Personal finance is full of concepts that can intimidate newcomers. In reality, being smart with money doesn't require being a mathlete or earning an MBA.
Many complex-sounding financial concepts are actually quite simple, and understanding how they apply to your finances can pay huge dividends.
Here are six financial concepts explained in a straightforward way.
1. Compound interest
The mathematical magic happens when your principal balance earns interest — which then becomes part of your principal, allowing it to earn interest itself, and the cycle repeats.
Why it matters: A single $1,000 investment earning 6 percent compounded annually will become roughly $4,300 in 25 years. Commit to adding an extra $100 a month in savings and, thanks to compound interest, the balance will swell to more than $70,000.
2. Opportunity cost
Opportunity cost is the value of the choice you did not make compared with the option you did chose. For example, the opportunity cost of your morning Danish is the $2 you could have spent on anything else.

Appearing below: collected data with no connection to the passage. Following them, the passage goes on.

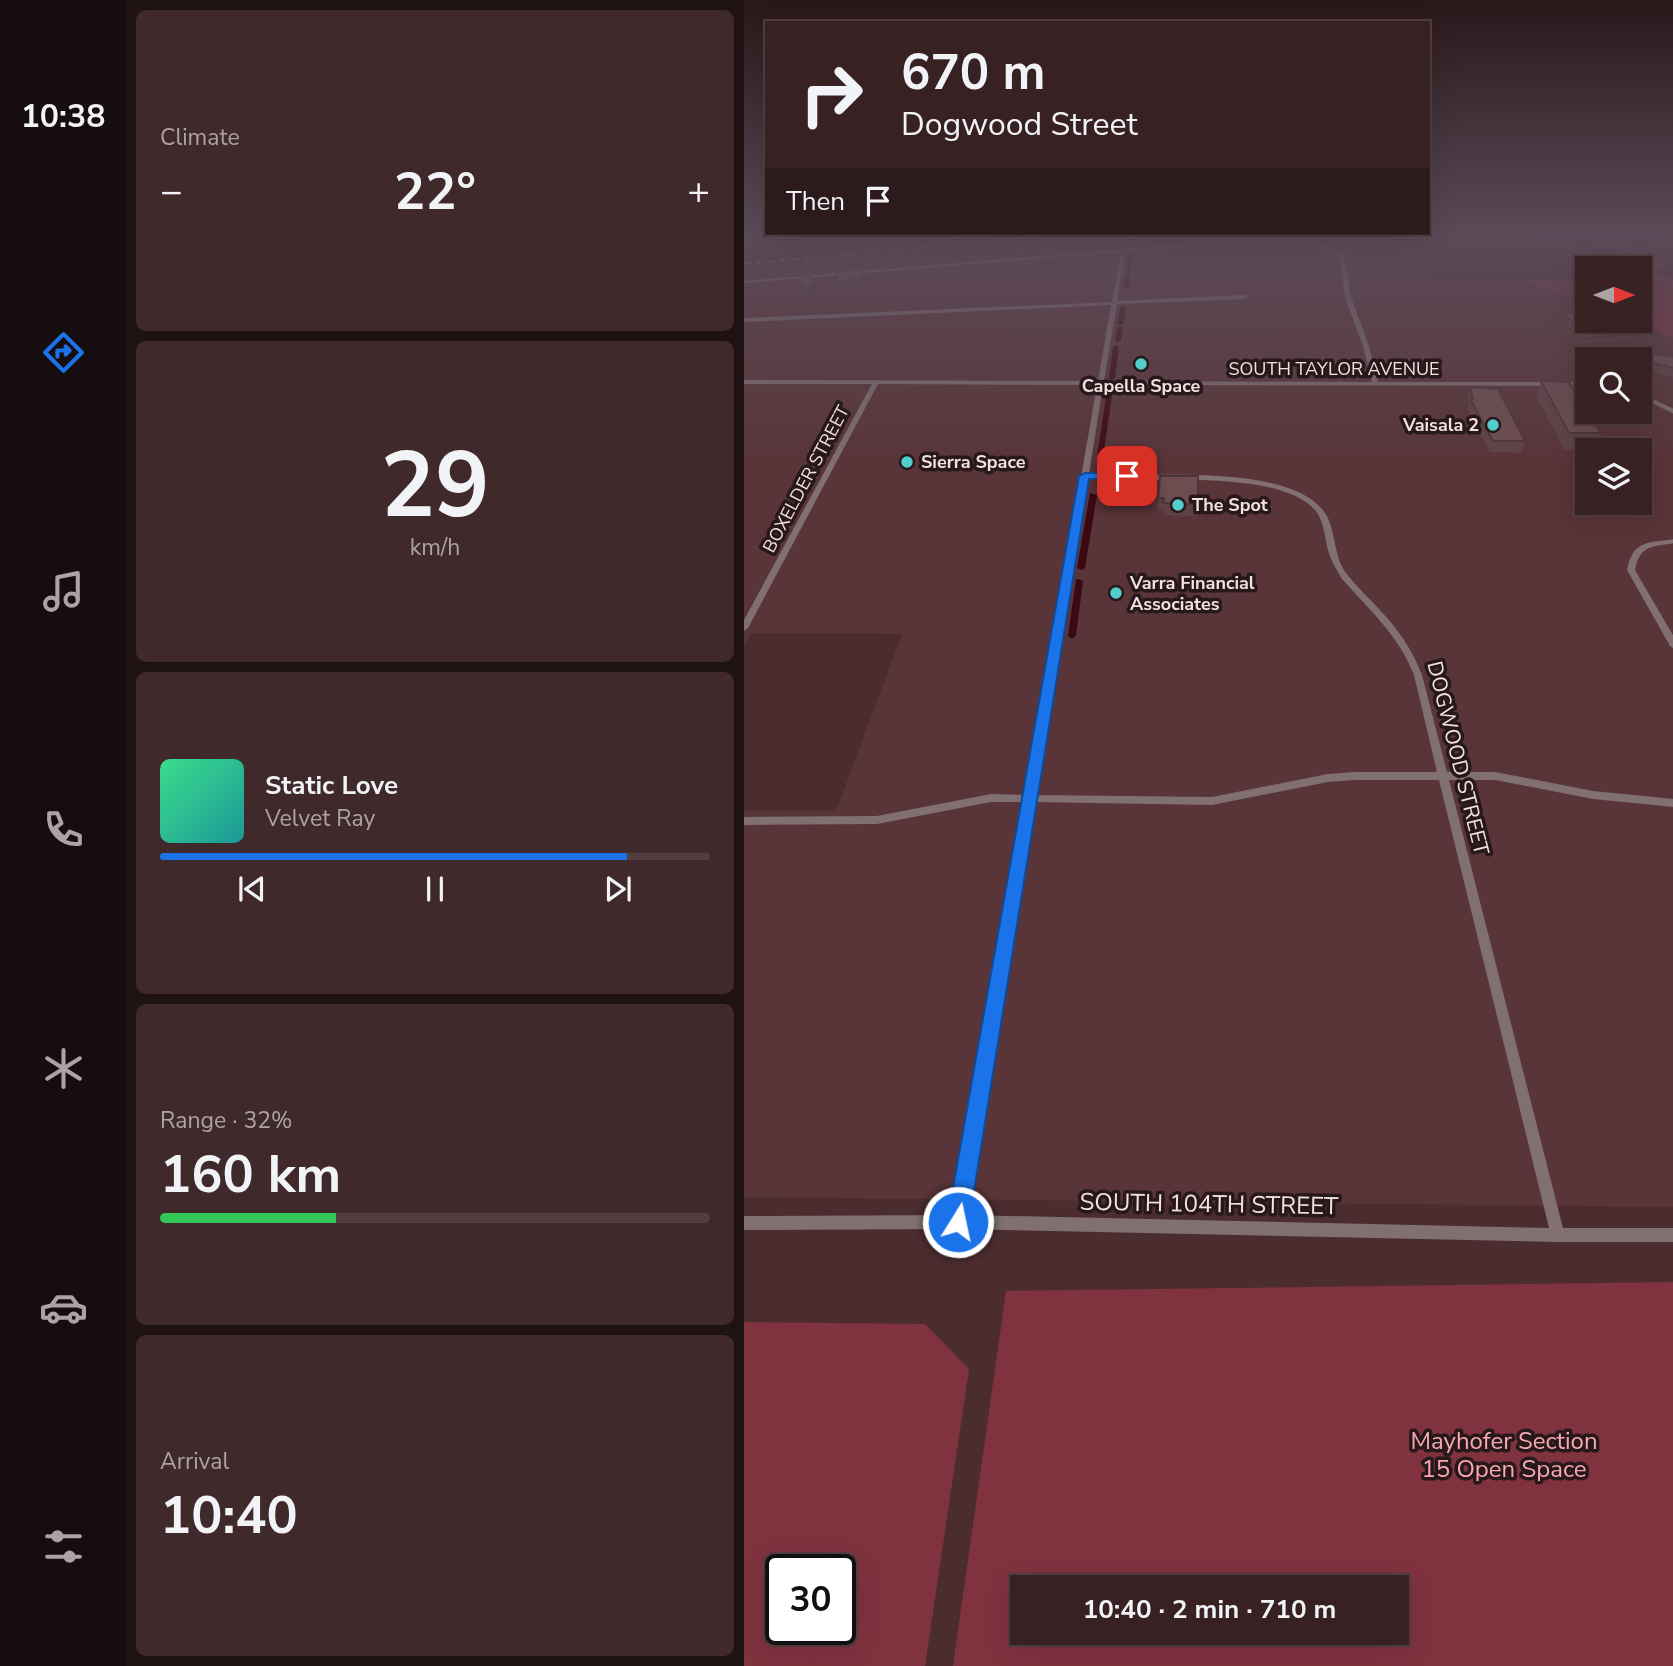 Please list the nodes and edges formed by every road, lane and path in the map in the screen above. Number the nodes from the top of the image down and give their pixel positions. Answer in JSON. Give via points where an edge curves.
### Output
{"nodes":[{"id":1,"x":859,"y":315,"type":"edge"},
{"id":2,"x":1113,"y":315,"type":"edge"},
{"id":3,"x":1355,"y":315,"type":"edge"},
{"id":4,"x":744,"y":320,"type":"edge"},
{"id":5,"x":744,"y":382,"type":"edge"},
{"id":6,"x":876,"y":382,"type":"junction"},
{"id":7,"x":1102,"y":382,"type":"junction"},
{"id":8,"x":1375,"y":383,"type":"junction"},
{"id":9,"x":1575,"y":384,"type":"edge"},
{"id":10,"x":1652,"y":401,"type":"edge"},
{"id":11,"x":1673,"y":412,"type":"edge"},
{"id":12,"x":1085,"y":476,"type":"junction"},
{"id":13,"x":1673,"y":541,"type":"edge"},
{"id":14,"x":744,"y":628,"type":"edge"},
{"id":15,"x":1673,"y":646,"type":"edge"},
{"id":16,"x":1443,"y":776,"type":"junction"},
{"id":17,"x":1030,"y":798,"type":"junction"},
{"id":18,"x":1673,"y":803,"type":"edge"},
{"id":19,"x":744,"y":821,"type":"edge"},
{"id":20,"x":958,"y":1222,"type":"junction"},
{"id":21,"x":744,"y":1223,"type":"edge"},
{"id":22,"x":1673,"y":1234,"type":"edge"},
{"id":23,"x":1558,"y":1235,"type":"junction"}],
"edges":[{"from":1,"to":4,"type":"street"},
{"from":2,"to":7,"type":"street"},
{"from":3,"to":8,"type":"street"},
{"from":5,"to":6,"type":"street","name":"SOUTH TAYLOR AVENUE"},
{"from":6,"to":7,"type":"street","name":"SOUTH TAYLOR AVENUE"},
{"from":6,"to":14,"type":"street","name":"BOXELDER STREET"},
{"from":7,"to":8,"type":"street","name":"SOUTH TAYLOR AVENUE"},
{"from":7,"to":12,"type":"street"},
{"from":8,"to":9,"type":"street","name":"SOUTH TAYLOR AVENUE"},
{"from":10,"to":11,"type":"street"},
{"from":12,"to":16,"type":"street","name":"DOGWOOD STREET","via":[[1270,484],[1308,499],[1321,511],[1333,559],[1344,576],[1401,637],[1413,658]]},
{"from":12,"to":17,"type":"street"},
{"from":13,"to":15,"type":"street","via":[[1645,546],[1634,555],[1631,570]]},
{"from":16,"to":17,"type":"street","via":[[1345,776],[1212,800]]},
{"from":16,"to":18,"type":"street","via":[[1495,776],[1593,795]]},
{"from":16,"to":23,"type":"street","name":"DOGWOOD STREET"},
{"from":17,"to":19,"type":"street","via":[[991,799],[877,820]]},
{"from":17,"to":20,"type":"street"},
{"from":20,"to":21,"type":"street","name":"SOUTH 104TH STREET"},
{"from":20,"to":23,"type":"street","name":"SOUTH 104TH STREET"},
{"from":22,"to":23,"type":"street","name":"SOUTH 104TH STREET"}]}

Why it matters: Measuring the bottom-line opportunity cost can help you make better financial decisions. For example, which is the better investment: leaving money in a bank account earning 1 percent or less annually in interest, or using the funds to pay off a credit card balance with a 14 percent interest rate?
Sometimes the true cost of the opportunity not taken is apparent only over time, such as choosing the "safe" investment of cash vs. investing money in the stock market. Over the short term, you avoid the sometimes harrowing ups and downs of the market. But over the long term, cash diminishes in value because of inflation.